* **Work required**:
If a line of the data contains the word "order", it is counted; report how many such lines there are and nothing else.

(Dataset items)
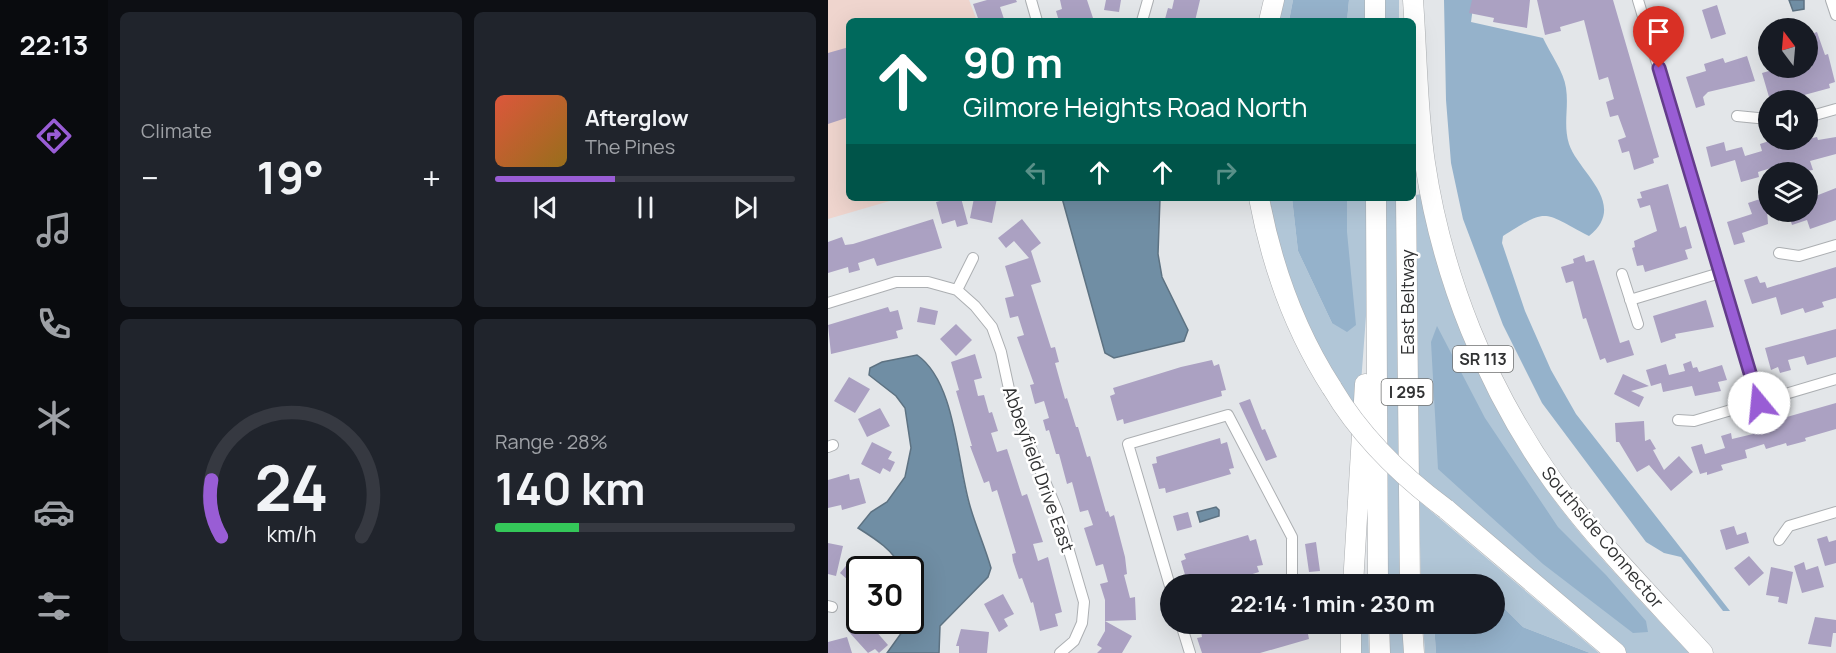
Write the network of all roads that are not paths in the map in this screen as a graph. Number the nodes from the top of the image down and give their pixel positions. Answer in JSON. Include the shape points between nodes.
{"nodes":[{"id":1,"x":1031,"y":0,"type":"edge"},
{"id":2,"x":1148,"y":0,"type":"edge"},
{"id":3,"x":1274,"y":0,"type":"edge"},
{"id":4,"x":1375,"y":0,"type":"edge"},
{"id":5,"x":1407,"y":0,"type":"edge"},
{"id":6,"x":1413,"y":0,"type":"edge"},
{"id":7,"x":1638,"y":0,"type":"edge"},
{"id":8,"x":1831,"y":0,"type":"edge"},
{"id":9,"x":1836,"y":15,"type":"edge"},
{"id":10,"x":1036,"y":18,"type":"edge"},
{"id":11,"x":1143,"y":18,"type":"edge"},
{"id":12,"x":1270,"y":18,"type":"edge"},
{"id":13,"x":1375,"y":18,"type":"edge"},
{"id":14,"x":1406,"y":18,"type":"edge"},
{"id":15,"x":1414,"y":18,"type":"edge"},
{"id":16,"x":1416,"y":57,"type":"edge"},
{"id":17,"x":1836,"y":109,"type":"edge"},
{"id":18,"x":1818,"y":114,"type":"edge"},
{"id":19,"x":1737,"y":116,"type":"dead end"},
{"id":20,"x":1758,"y":118,"type":"edge"},
{"id":21,"x":1260,"y":201,"type":"edge"},
{"id":22,"x":1376,"y":201,"type":"edge"},
{"id":23,"x":1406,"y":201,"type":"edge"},
{"id":24,"x":1836,"y":245,"type":"edge"},
{"id":25,"x":1779,"y":253,"type":"dead end"},
{"id":26,"x":973,"y":258,"type":"dead end"},
{"id":27,"x":1720,"y":273,"type":"junction"},
{"id":28,"x":1622,"y":274,"type":"dead end"},
{"id":29,"x":957,"y":290,"type":"junction"},
{"id":30,"x":1377,"y":292,"type":"junction"},
{"id":31,"x":1630,"y":300,"type":"junction"},
{"id":32,"x":828,"y":303,"type":"edge"},
{"id":33,"x":1638,"y":324,"type":"dead end"},
{"id":34,"x":1836,"y":379,"type":"edge"},
{"id":35,"x":1759,"y":403,"type":"junction"},
{"id":36,"x":1678,"y":420,"type":"dead end"},
{"id":37,"x":1836,"y":512,"type":"edge"},
{"id":38,"x":1779,"y":540,"type":"dead end"},
{"id":39,"x":1625,"y":567,"type":"junction"},
{"id":40,"x":1166,"y":574,"type":"edge"},
{"id":41,"x":1292,"y":574,"type":"edge"},
{"id":42,"x":1354,"y":574,"type":"edge"},
{"id":43,"x":1378,"y":574,"type":"edge"},
{"id":44,"x":1410,"y":574,"type":"edge"},
{"id":45,"x":1184,"y":634,"type":"edge"},
{"id":46,"x":1351,"y":634,"type":"edge"},
{"id":47,"x":1379,"y":634,"type":"edge"},
{"id":48,"x":1413,"y":634,"type":"edge"},
{"id":49,"x":1060,"y":653,"type":"edge"},
{"id":50,"x":1190,"y":653,"type":"edge"},
{"id":51,"x":1351,"y":653,"type":"edge"},
{"id":52,"x":1380,"y":653,"type":"edge"},
{"id":53,"x":1414,"y":653,"type":"edge"},
{"id":54,"x":1616,"y":653,"type":"edge"},
{"id":55,"x":1703,"y":653,"type":"edge"},
{"id":56,"x":1717,"y":653,"type":"edge"}],
"edges":[{"from":1,"to":10,"type":"street"},
{"from":2,"to":11,"type":"street"},
{"from":3,"to":12,"type":"highway"},
{"from":4,"to":13,"type":"highway"},
{"from":5,"to":14,"type":"highway"},
{"from":6,"to":15,"type":"highway","name":"Southside Connector","number":"SR 113"},
{"from":7,"to":27,"type":"street"},
{"from":8,"to":9,"type":"street"},
{"from":16,"to":39,"type":"highway","name":"Southside Connector","number":"SR 113","via":[[1425,165],[1450,274],[1463,309],[1489,372],[1535,454]]},
{"from":17,"to":18,"type":"street"},
{"from":19,"to":20,"type":"street"},
{"from":21,"to":54,"type":"highway","bridge":true,"via":[[1293,319],[1313,359],[1358,427],[1387,460]]},
{"from":22,"to":30,"type":"highway","name":"East Beltway","number":"I 295"},
{"from":23,"to":44,"type":"highway","name":"East Beltway","number":"I 295"},
{"from":24,"to":25,"type":"street","via":[[1799,256]]},
{"from":26,"to":29,"type":"street"},
{"from":27,"to":31,"type":"street"},
{"from":27,"to":35,"type":"street"},
{"from":28,"to":31,"type":"street"},
{"from":29,"to":32,"type":"street","via":[[928,282],[896,282]]},
{"from":29,"to":49,"type":"street","name":"Abbeyfield Drive East","via":[[992,327],[1012,403],[1057,510],[1084,602],[1083,623],[1074,641]]},
{"from":30,"to":42,"type":"highway","via":[[1364,395]]},
{"from":30,"to":43,"type":"highway","name":"East Beltway","number":"I 295"},
{"from":31,"to":33,"type":"street"},
{"from":34,"to":35,"type":"street"},
{"from":35,"to":36,"type":"street","via":[[1694,421]]},
{"from":37,"to":38,"type":"street","via":[[1790,526]]},
{"from":39,"to":55,"type":"highway","name":"Southside Connector","number":"SR 113"},
{"from":39,"to":56,"type":"highway"},
{"from":40,"to":41,"type":"street","via":[[1128,444],[1228,415],[1292,537]]},
{"from":45,"to":50,"type":"street"},
{"from":46,"to":51,"type":"highway"},
{"from":47,"to":52,"type":"highway"},
{"from":48,"to":53,"type":"highway"}]}
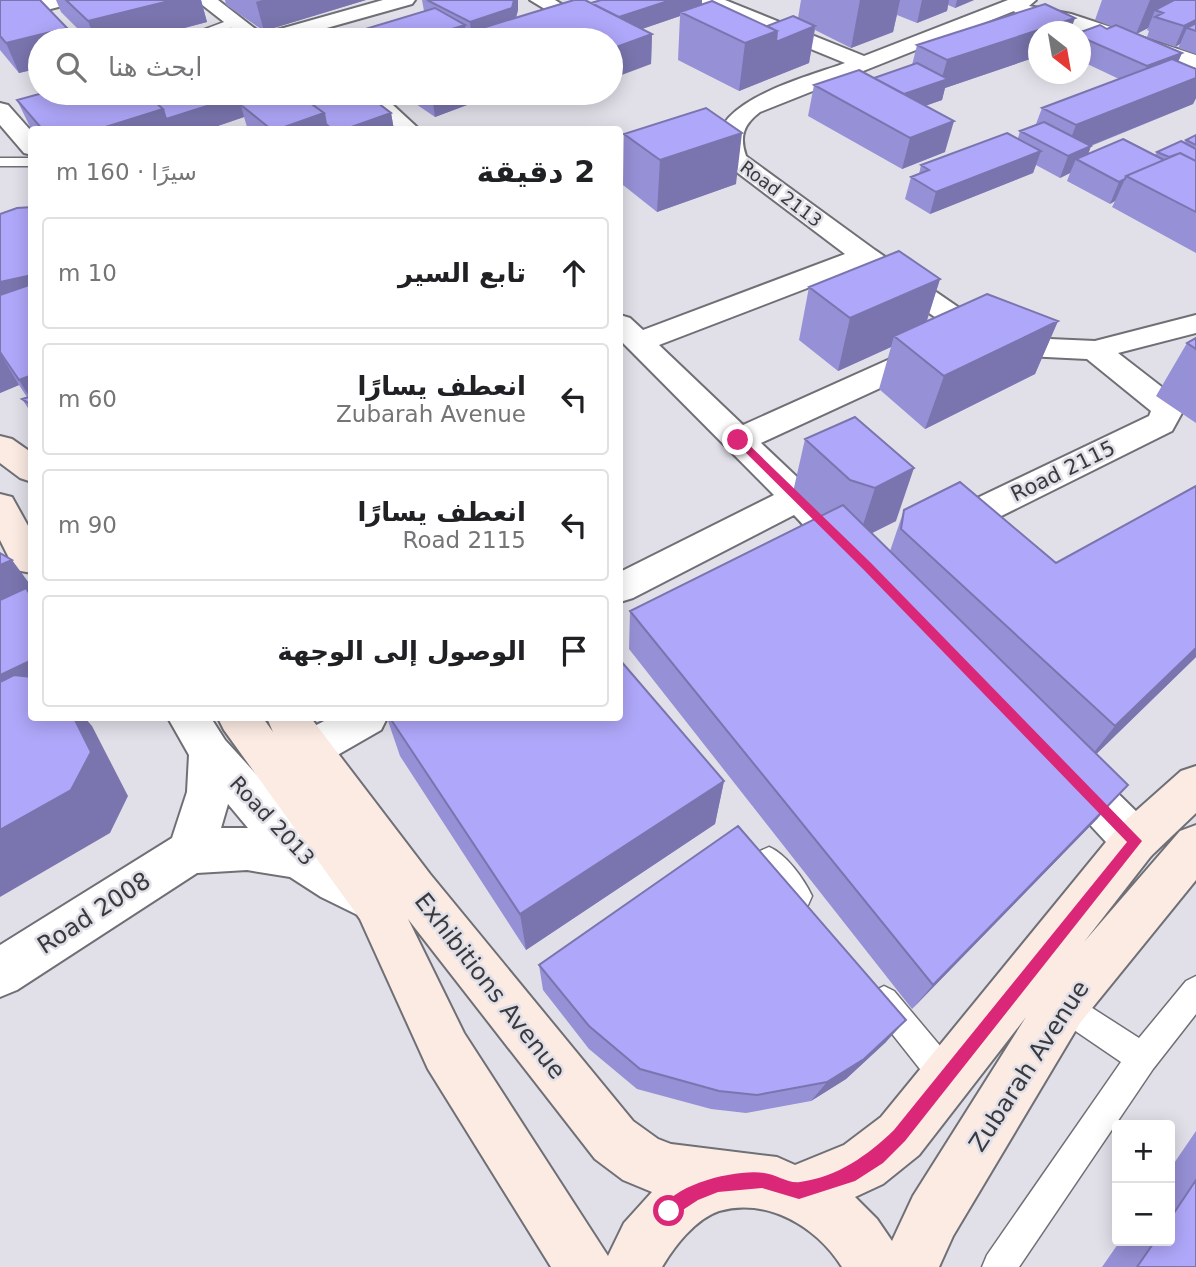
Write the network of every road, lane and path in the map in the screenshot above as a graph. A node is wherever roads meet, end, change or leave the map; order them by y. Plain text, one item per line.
1 (63, 0) edge
2 (206, 0) edge
3 (405, 0) edge
4 (540, 0) edge
5 (708, 0) edge
6 (1026, 0) edge
7 (996, 11) junction
8 (0, 16) edge
9 (587, 20) joint
10 (232, 23) junction
11 (217, 28) edge
12 (240, 28) edge
13 (305, 28) edge
14 (561, 28) edge
15 (1196, 62) edge
16 (863, 63) junction
17 (339, 105) edge
18 (383, 105) edge
19 (0, 110) edge
20 (278, 126) edge
21 (405, 126) edge
22 (28, 143) edge
23 (0, 162) edge
24 (28, 162) edge
25 (865, 257) junction
26 (1195, 326) edge
27 (977, 332) junction
28 (626, 333) edge
29 (1095, 350) junction
30 (738, 440) junction
31 (0, 447) edge
32 (28, 467) edge
33 (0, 481) edge
34 (797, 498) junction
35 (28, 503) edge
36 (0, 506) edge
37 (20, 555) edge
38 (623, 586) edge
39 (353, 721) edge
40 (213, 729) edge
41 (299, 733) edge
42 (1049, 753) edge
43 (1196, 785) edge
44 (1135, 841) junction
45 (1196, 846) edge
46 (188, 853) junction
47 (304, 860) junction
48 (769, 860) edge
49 (376, 903) junction
50 (811, 912) edge
51 (0, 973) edge
52 (870, 984) edge
53 (1196, 991) edge
54 (1062, 1005) junction
55 (1142, 1058) junction
56 (946, 1077) junction
57 (744, 1180) junction
58 (799, 1191) junction
59 (584, 1267) edge
60 (632, 1267) edge
61 (876, 1267) edge
62 (910, 1267) edge
63 (999, 1267) edge

1 - 8 street
2 - 10 street
3 - 13 street
4 - 9 street
5 - 16 street
6 - 7 street, Road 2113
7 - 15 street
7 - 16 street, Road 2113
9 - 14 main road
10 - 11 lane
10 - 12 street
16 - 25 street, Road 2113
17 - 20 main road
18 - 21 street
19 - 22 street
23 - 24 lane
25 - 27 street, Road 2113
25 - 28 street, Road 2115
26 - 29 street, Road 2113
27 - 29 street, Road 2113
27 - 30 street
28 - 30 street, Road 2115
29 - 34 street, Road 2115
30 - 34 street, Road 2115
31 - 32 main road
33 - 35 main road
34 - 38 street
36 - 37 main road
39 - 41 street
40 - 46 street
40 - 47 street, Road 2013
40 - 49 main road, Exhibitions Avenue
41 - 57 main road, Exhibitions Avenue
42 - 44 street
43 - 44 main road
44 - 56 main road
45 - 54 main road, Zubarah Avenue
46 - 47 street, Road 2008
46 - 51 street, Road 2008
47 - 49 street, Road 2013
48 - 50 lane
49 - 59 main road, Exhibitions Avenue
52 - 56 lane
53 - 55 lane
54 - 55 lane
54 - 62 main road, Zubarah Avenue
55 - 63 lane
56 - 58 main road
57 - 58 main road, Exhibitions Avenue
57 - 60 main road
58 - 61 main road, Exhibitions Avenue

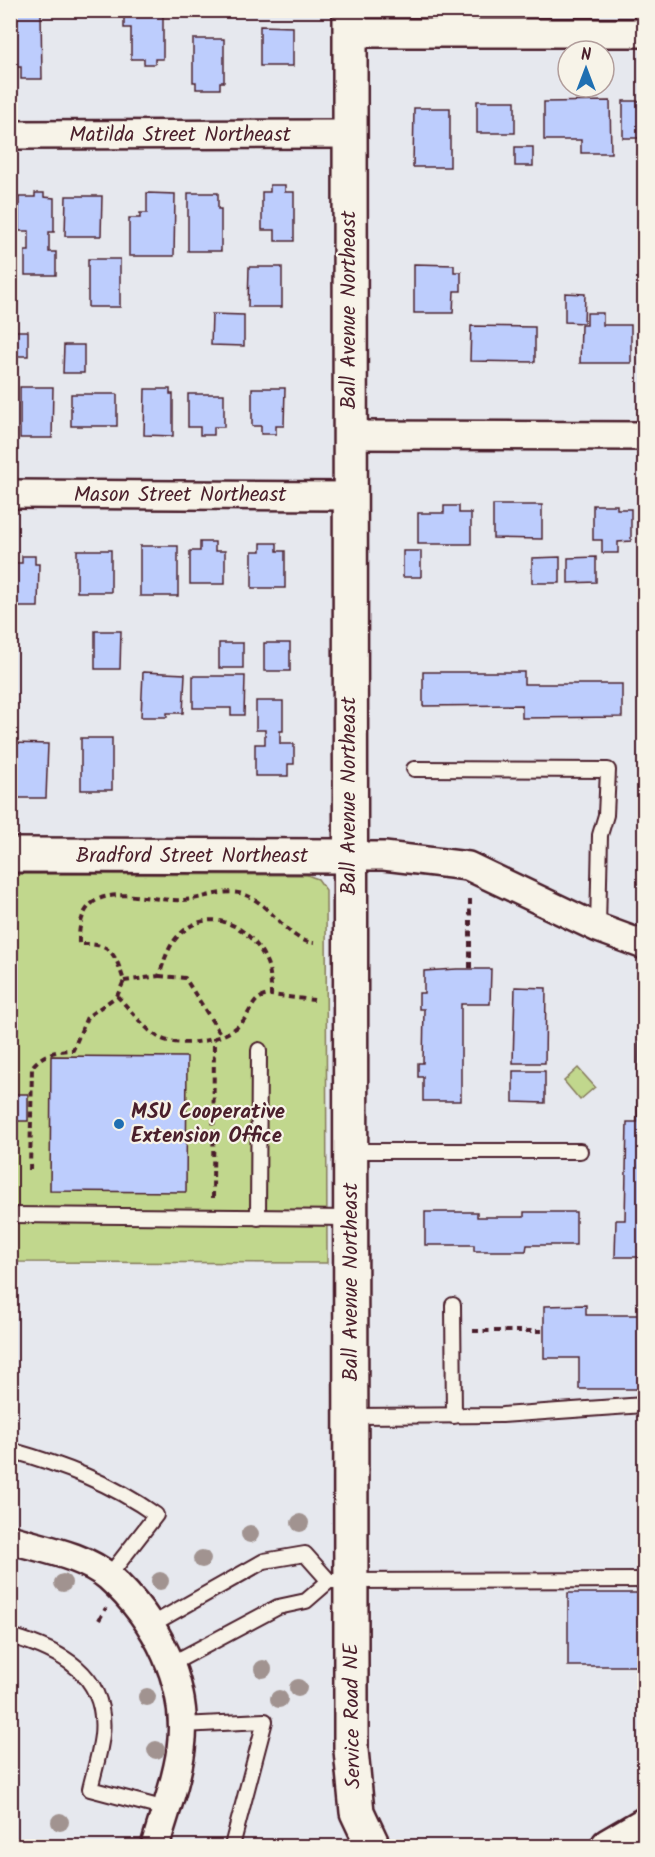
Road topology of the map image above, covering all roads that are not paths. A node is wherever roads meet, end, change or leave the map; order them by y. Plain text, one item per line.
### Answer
1 (350, 22) edge
2 (645, 33) edge
3 (349, 134) junction
4 (10, 135) edge
5 (349, 435) junction
6 (645, 436) edge
7 (10, 494) edge
8 (349, 496) junction
9 (414, 769) dead end
10 (10, 855) edge
11 (349, 856) junction
12 (598, 928) junction
13 (645, 945) edge
14 (259, 1050) dead end
15 (351, 1151) junction
16 (580, 1151) dead end
17 (10, 1215) edge
18 (258, 1218) junction
19 (351, 1218) junction
20 (453, 1305) dead end
21 (645, 1405) edge
22 (351, 1416) junction
23 (454, 1416) junction
24 (10, 1450) edge
25 (10, 1539) edge
26 (108, 1577) junction
27 (645, 1580) edge
28 (340, 1581) junction
29 (151, 1625) junction
30 (10, 1636) edge
31 (171, 1664) junction
32 (182, 1725) junction
33 (166, 1809) junction
34 (645, 1825) edge
35 (155, 1846) edge
36 (232, 1846) edge
37 (374, 1846) edge
38 (608, 1846) edge

1 - 2 street
1 - 3 street, Ball Avenue Northeast
3 - 4 street, Matilda Street Northeast
3 - 5 street, Ball Avenue Northeast
5 - 6 street
5 - 8 street, Ball Avenue Northeast
7 - 8 street, Mason Street Northeast
8 - 11 street, Ball Avenue Northeast
9 - 12 lane
10 - 11 street, Bradford Street Northeast
11 - 12 street, Bradford Street Northeast
11 - 15 street, Ball Avenue Northeast
12 - 13 street, Bradford Street Northeast
14 - 18 lane
15 - 16 lane
15 - 19 street, Ball Avenue Northeast
17 - 18 lane
18 - 19 lane
19 - 22 street, Ball Avenue Northeast
20 - 23 lane
21 - 23 lane
22 - 23 lane
22 - 28 street, Ball Avenue Northeast
24 - 26 lane
25 - 26 street
26 - 29 street
27 - 28 lane
28 - 29 lane
28 - 31 lane
28 - 37 street, Service Road NE
29 - 31 street
30 - 33 lane
31 - 32 street
32 - 33 street
32 - 36 lane
33 - 35 street
34 - 38 street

* **The completed task**:
2